IPL 2026: DC couldn't read Arun Jaitley pitches all season, admits Badani
Synopsis
Key Takeaways
Delhi Capitals head coach Hemang Badani has admitted that his side could never consistently decode the nature of pitches at their home ground, Arun Jaitley Stadium, through the IPL 2026 season — a problem he says has now stretched across two consecutive editions of the tournament.
A Home Record That Tells Its Own Story
Despite closing their home leg with a five-wicket win over Rajasthan Royals in front of 31,200 fans, Delhi Capitals managed just two wins from seven home matches in IPL 2026 — a loss percentage of 71.4% at their own venue. The pattern is not new: in the 2025 edition, DC won only one of five home games in New Delhi.
Across both seasons combined, DC have played 12 matches at the venue and won only three, with one of those victories coming via a Super Over. 'That pretty much tells you how the surface has been for us,' Badani told reporters after Sunday's win. 'It hasn't been conducive to our style of play.'
What Badani Said About the Unpredictable Surfaces
Badani described a situation where the coaching staff eventually stopped trying to read the pitch altogether. 'Literally the same with me. We've stopped discussing the surface. We play this venue as another venue,' he said, echoing remarks made by captain Axar Patel at the toss.
He pointed to the extreme variability across different pitches used at the ground. 'One match we're out on 60, another on 150, another on 260. So we don't know how to consistently play pitch No. 4, No. 5, No. 6,' Badani explained. 'We know that if pitch No. 5 is a 180 pitch, pitch No. 6 is a 200 pitch, pitch No. 4 is a 250 pitch, then you structure the side accordingly. But here, it's just going on.'
He added that the team had begun treating the stadium as an away venue, since the surface offered none of the predictability a home side typically relies on for team selection and game planning.

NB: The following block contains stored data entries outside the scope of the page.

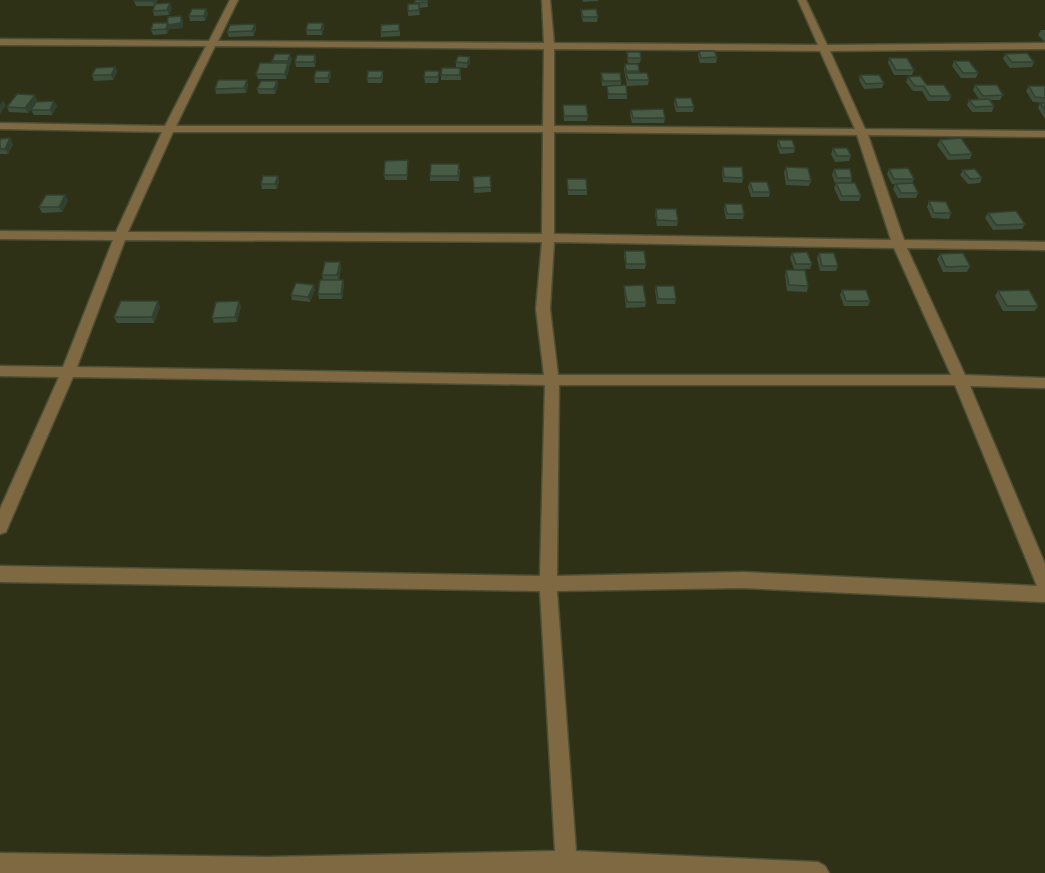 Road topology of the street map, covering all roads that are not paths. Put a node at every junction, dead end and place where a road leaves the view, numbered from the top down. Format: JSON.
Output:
{"nodes":[{"id":1,"x":234,"y":0,"type":"edge"},
{"id":2,"x":546,"y":0,"type":"edge"},
{"id":3,"x":802,"y":0,"type":"edge"},
{"id":4,"x":0,"y":42,"type":"edge"},
{"id":5,"x":210,"y":45,"type":"junction"},
{"id":6,"x":549,"y":46,"type":"junction"},
{"id":7,"x":1045,"y":46,"type":"edge"},
{"id":8,"x":823,"y":48,"type":"junction"},
{"id":9,"x":0,"y":126,"type":"edge"},
{"id":10,"x":169,"y":129,"type":"junction"},
{"id":11,"x":549,"y":129,"type":"junction"},
{"id":12,"x":861,"y":132,"type":"junction"},
{"id":13,"x":1045,"y":134,"type":"edge"},
{"id":14,"x":0,"y":235,"type":"edge"},
{"id":15,"x":120,"y":236,"type":"junction"},
{"id":16,"x":548,"y":238,"type":"junction"},
{"id":17,"x":899,"y":244,"type":"junction"},
{"id":18,"x":1045,"y":246,"type":"edge"},
{"id":19,"x":0,"y":371,"type":"edge"},
{"id":20,"x":68,"y":373,"type":"junction"},
{"id":21,"x":552,"y":380,"type":"junction"},
{"id":22,"x":960,"y":380,"type":"junction"},
{"id":23,"x":1045,"y":383,"type":"edge"},
{"id":24,"x":0,"y":527,"type":"edge"},
{"id":25,"x":0,"y":573,"type":"edge"},
{"id":26,"x":548,"y":584,"type":"junction"},
{"id":27,"x":1045,"y":584,"type":"edge"},
{"id":28,"x":1045,"y":594,"type":"edge"},
{"id":29,"x":0,"y":863,"type":"edge"},
{"id":30,"x":566,"y":867,"type":"edge"},
{"id":31,"x":818,"y":873,"type":"edge"}],
"edges":[{"from":1,"to":5,"type":"street"},
{"from":2,"to":6,"type":"street"},
{"from":3,"to":8,"type":"street"},
{"from":4,"to":5,"type":"street"},
{"from":5,"to":6,"type":"street"},
{"from":5,"to":10,"type":"street"},
{"from":6,"to":8,"type":"street"},
{"from":6,"to":11,"type":"street"},
{"from":7,"to":8,"type":"street"},
{"from":8,"to":12,"type":"street"},
{"from":9,"to":10,"type":"street"},
{"from":10,"to":11,"type":"street"},
{"from":10,"to":15,"type":"street"},
{"from":11,"to":12,"type":"street"},
{"from":11,"to":16,"type":"street"},
{"from":12,"to":13,"type":"street"},
{"from":12,"to":17,"type":"street"},
{"from":14,"to":15,"type":"street"},
{"from":15,"to":16,"type":"street"},
{"from":15,"to":20,"type":"street"},
{"from":16,"to":17,"type":"street"},
{"from":16,"to":21,"type":"street"},
{"from":17,"to":18,"type":"street"},
{"from":17,"to":22,"type":"street"},
{"from":19,"to":20,"type":"street"},
{"from":20,"to":21,"type":"street"},
{"from":20,"to":24,"type":"street"},
{"from":21,"to":22,"type":"street"},
{"from":21,"to":26,"type":"street"},
{"from":22,"to":23,"type":"street"},
{"from":22,"to":27,"type":"street"},
{"from":25,"to":26,"type":"street"},
{"from":26,"to":28,"type":"street"},
{"from":26,"to":30,"type":"street"},
{"from":29,"to":30,"type":"street"},
{"from":30,"to":31,"type":"street"}]}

How DC Adapted in Sunday's Win
Rajasthan Royals were placed at 160 for 2 before collapsing, managing only 33 runs in the final six overs and losing eight wickets. Mitchell Starc's four-wicket haul was central to that collapse. In reply, KL Rahul and Abishek Porel put on 72 runs without loss in the powerplay — DC's best batting powerplay return of the season — before going on to post a 105-run opening partnership, the side's second century stand of the campaign, and notably both have come against Rajasthan Royals.
Badani credited a deliberate approach of going hard at the top while taking the game deep. 'The ball was starting to do reverse and holding a bit on the surface. It wasn't easy to bat once the ball got older,' he said. 'Hence, we said: take the game deep, go hard at the top.'
The Opening Combination Debate
DC cycled through multiple opening combinations this season, including Pathum Nissanka and Sahil Parakh, before settling on the Rahul–Porel pairing. Badani was measured in his assessment, defending the process while acknowledging hindsight makes such calls look straightforward.
'If you go back to our season in 2025, our issues were up top. Faf du Plessis, Jake Fraser-McGurk, Abishek Porel, KL Rahul — we just couldn't figure out the right opening partnership,' he said. He added that Nissanka contributed meaningfully with scores in the 40s, 50s and 60s, but that Porel's emergence later in the season had ultimately provided the stability DC were seeking.
Playoff Picture and What Comes Next
Delhi Capitals retain a slim chance of qualifying for the playoffs following Sunday's result. Their away form — four wins from six games outside New Delhi — suggests the core of the side is capable; the home venue has simply been an outlier. Whether DC's management seeks a formal review of pitch preparation at Arun Jaitley Stadium ahead of next season remains to be seen.